Records contained in a dataset:
* * * *

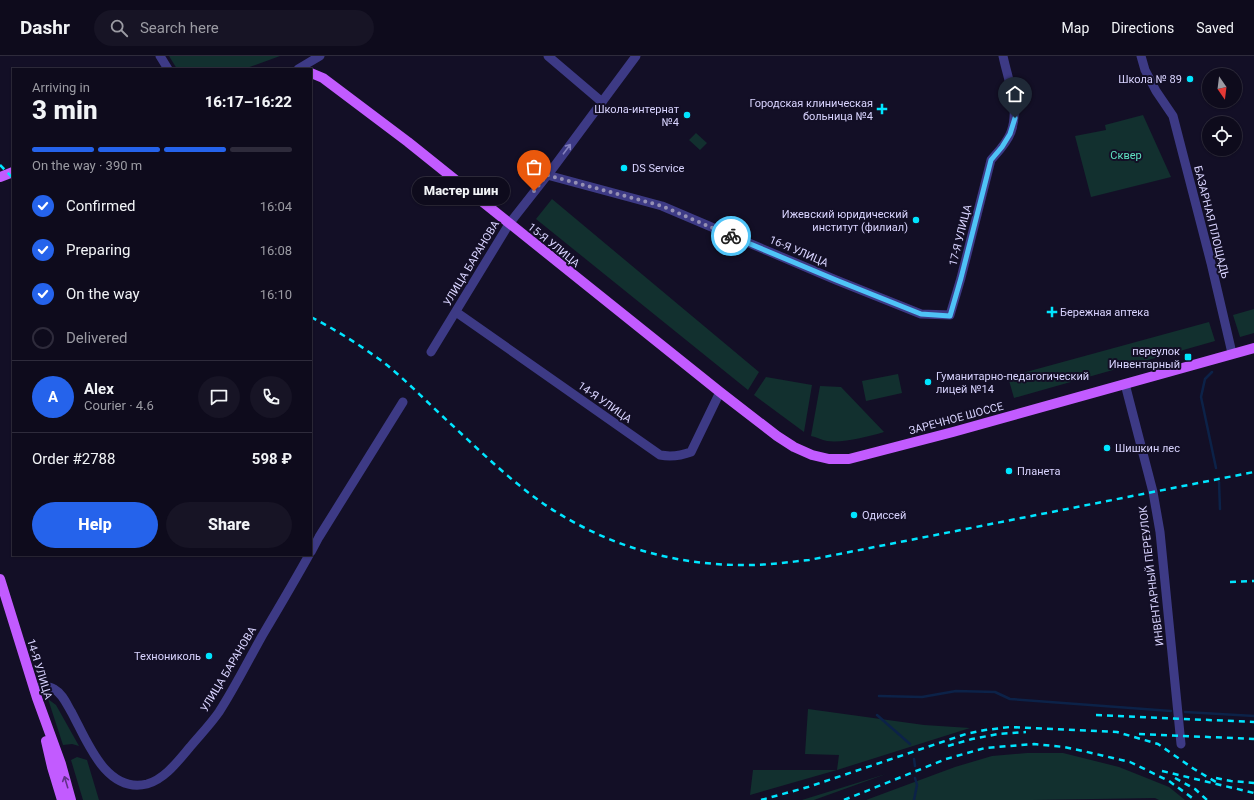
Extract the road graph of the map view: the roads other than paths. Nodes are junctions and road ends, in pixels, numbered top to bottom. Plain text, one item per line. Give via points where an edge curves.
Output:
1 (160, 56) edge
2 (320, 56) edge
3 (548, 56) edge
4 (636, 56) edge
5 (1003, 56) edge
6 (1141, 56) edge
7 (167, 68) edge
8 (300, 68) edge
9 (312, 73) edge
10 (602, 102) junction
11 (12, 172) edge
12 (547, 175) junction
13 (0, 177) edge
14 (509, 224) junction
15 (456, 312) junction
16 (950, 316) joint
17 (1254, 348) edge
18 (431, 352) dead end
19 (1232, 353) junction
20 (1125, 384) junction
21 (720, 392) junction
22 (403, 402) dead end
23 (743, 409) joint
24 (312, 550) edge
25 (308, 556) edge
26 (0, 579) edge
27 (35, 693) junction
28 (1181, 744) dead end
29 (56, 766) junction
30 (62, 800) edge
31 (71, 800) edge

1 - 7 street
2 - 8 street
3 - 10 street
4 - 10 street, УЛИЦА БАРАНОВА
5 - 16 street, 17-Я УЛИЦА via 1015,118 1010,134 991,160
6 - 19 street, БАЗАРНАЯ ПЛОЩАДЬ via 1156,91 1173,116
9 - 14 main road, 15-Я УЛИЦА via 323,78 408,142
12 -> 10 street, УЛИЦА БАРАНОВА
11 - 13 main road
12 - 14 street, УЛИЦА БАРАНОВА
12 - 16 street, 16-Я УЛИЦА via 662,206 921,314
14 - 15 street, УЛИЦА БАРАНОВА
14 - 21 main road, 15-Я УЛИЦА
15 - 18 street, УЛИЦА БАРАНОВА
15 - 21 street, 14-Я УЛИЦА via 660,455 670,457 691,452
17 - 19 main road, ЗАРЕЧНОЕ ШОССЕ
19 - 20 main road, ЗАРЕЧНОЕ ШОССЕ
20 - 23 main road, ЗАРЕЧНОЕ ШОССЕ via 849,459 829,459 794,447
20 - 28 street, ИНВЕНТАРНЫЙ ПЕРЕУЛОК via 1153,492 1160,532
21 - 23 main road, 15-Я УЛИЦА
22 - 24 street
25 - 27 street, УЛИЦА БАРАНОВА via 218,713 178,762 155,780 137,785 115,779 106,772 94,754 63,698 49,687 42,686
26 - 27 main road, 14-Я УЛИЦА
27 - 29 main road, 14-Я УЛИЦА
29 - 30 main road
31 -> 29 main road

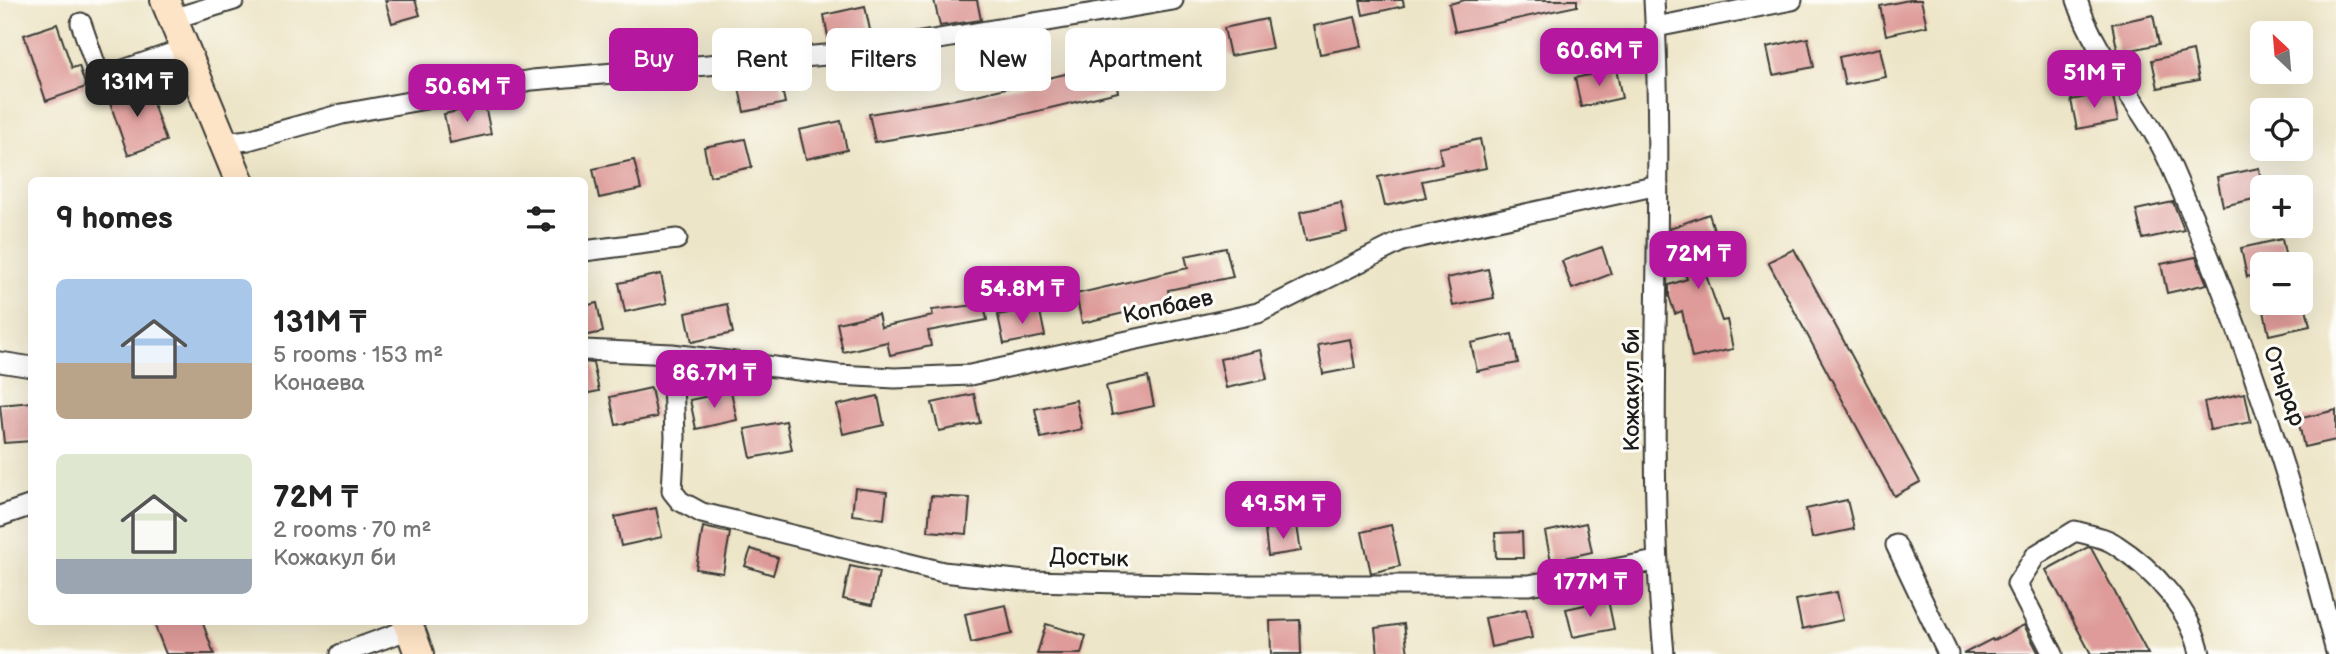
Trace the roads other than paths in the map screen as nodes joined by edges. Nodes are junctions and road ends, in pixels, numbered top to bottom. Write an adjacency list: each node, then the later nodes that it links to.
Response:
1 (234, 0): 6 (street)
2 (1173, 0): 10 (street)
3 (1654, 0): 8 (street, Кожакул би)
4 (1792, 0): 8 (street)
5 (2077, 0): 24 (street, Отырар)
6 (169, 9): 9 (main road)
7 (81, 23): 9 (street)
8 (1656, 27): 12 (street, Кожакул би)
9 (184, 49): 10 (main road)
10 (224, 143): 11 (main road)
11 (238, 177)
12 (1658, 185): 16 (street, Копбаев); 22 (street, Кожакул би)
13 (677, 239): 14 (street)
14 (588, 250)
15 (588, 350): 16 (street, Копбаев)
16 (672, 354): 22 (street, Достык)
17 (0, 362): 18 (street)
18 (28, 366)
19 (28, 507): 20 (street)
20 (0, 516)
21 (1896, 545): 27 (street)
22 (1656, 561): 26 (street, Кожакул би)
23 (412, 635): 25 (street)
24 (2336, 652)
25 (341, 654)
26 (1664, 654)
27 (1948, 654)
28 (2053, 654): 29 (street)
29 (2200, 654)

* * * *

Transcribe the entries word for word, without their pictures.

Extract the road graph of the map view: the roads other than paths. Nodes are junctions and road ends, in pixels, numbered top to bottom. Plain text, one item per line. Give via points where an edge curves.
Output:
1 (160, 56) edge
2 (320, 56) edge
3 (548, 56) edge
4 (636, 56) edge
5 (1003, 56) edge
6 (1141, 56) edge
7 (167, 68) edge
8 (300, 68) edge
9 (312, 73) edge
10 (602, 102) junction
11 (12, 172) edge
12 (547, 175) junction
13 (0, 177) edge
14 (509, 224) junction
15 (456, 312) junction
16 (950, 316) joint
17 (1254, 348) edge
18 (431, 352) dead end
19 (1232, 353) junction
20 (1125, 384) junction
21 (720, 392) junction
22 (403, 402) dead end
23 (743, 409) joint
24 (312, 550) edge
25 (308, 556) edge
26 (0, 579) edge
27 (35, 693) junction
28 (1181, 744) dead end
29 (56, 766) junction
30 (62, 800) edge
31 (71, 800) edge

1 - 7 street
2 - 8 street
3 - 10 street
4 - 10 street, УЛИЦА БАРАНОВА
5 - 16 street, 17-Я УЛИЦА via 1015,118 1010,134 991,160
6 - 19 street, БАЗАРНАЯ ПЛОЩАДЬ via 1156,91 1173,116
9 - 14 main road, 15-Я УЛИЦА via 323,78 408,142
12 -> 10 street, УЛИЦА БАРАНОВА
11 - 13 main road
12 - 14 street, УЛИЦА БАРАНОВА
12 - 16 street, 16-Я УЛИЦА via 662,206 921,314
14 - 15 street, УЛИЦА БАРАНОВА
14 - 21 main road, 15-Я УЛИЦА
15 - 18 street, УЛИЦА БАРАНОВА
15 - 21 street, 14-Я УЛИЦА via 660,455 670,457 691,452
17 - 19 main road, ЗАРЕЧНОЕ ШОССЕ
19 - 20 main road, ЗАРЕЧНОЕ ШОССЕ
20 - 23 main road, ЗАРЕЧНОЕ ШОССЕ via 849,459 829,459 794,447
20 - 28 street, ИНВЕНТАРНЫЙ ПЕРЕУЛОК via 1153,492 1160,532
21 - 23 main road, 15-Я УЛИЦА
22 - 24 street
25 - 27 street, УЛИЦА БАРАНОВА via 218,713 178,762 155,780 137,785 115,779 106,772 94,754 63,698 49,687 42,686
26 - 27 main road, 14-Я УЛИЦА
27 - 29 main road, 14-Я УЛИЦА
29 - 30 main road
31 -> 29 main road

Trace the roads other than paths in the map screen as nodes joined by edges. Nodes are junctions and road ends, in pixels, numbered top to bottom. Write an adjacency list: each node, then the later nodes that it links to.
Response:
1 (234, 0): 6 (street)
2 (1173, 0): 10 (street)
3 (1654, 0): 8 (street, Кожакул би)
4 (1792, 0): 8 (street)
5 (2077, 0): 24 (street, Отырар)
6 (169, 9): 9 (main road)
7 (81, 23): 9 (street)
8 (1656, 27): 12 (street, Кожакул би)
9 (184, 49): 10 (main road)
10 (224, 143): 11 (main road)
11 (238, 177)
12 (1658, 185): 16 (street, Копбаев); 22 (street, Кожакул би)
13 (677, 239): 14 (street)
14 (588, 250)
15 (588, 350): 16 (street, Копбаев)
16 (672, 354): 22 (street, Достык)
17 (0, 362): 18 (street)
18 (28, 366)
19 (28, 507): 20 (street)
20 (0, 516)
21 (1896, 545): 27 (street)
22 (1656, 561): 26 (street, Кожакул би)
23 (412, 635): 25 (street)
24 (2336, 652)
25 (341, 654)
26 (1664, 654)
27 (1948, 654)
28 (2053, 654): 29 (street)
29 (2200, 654)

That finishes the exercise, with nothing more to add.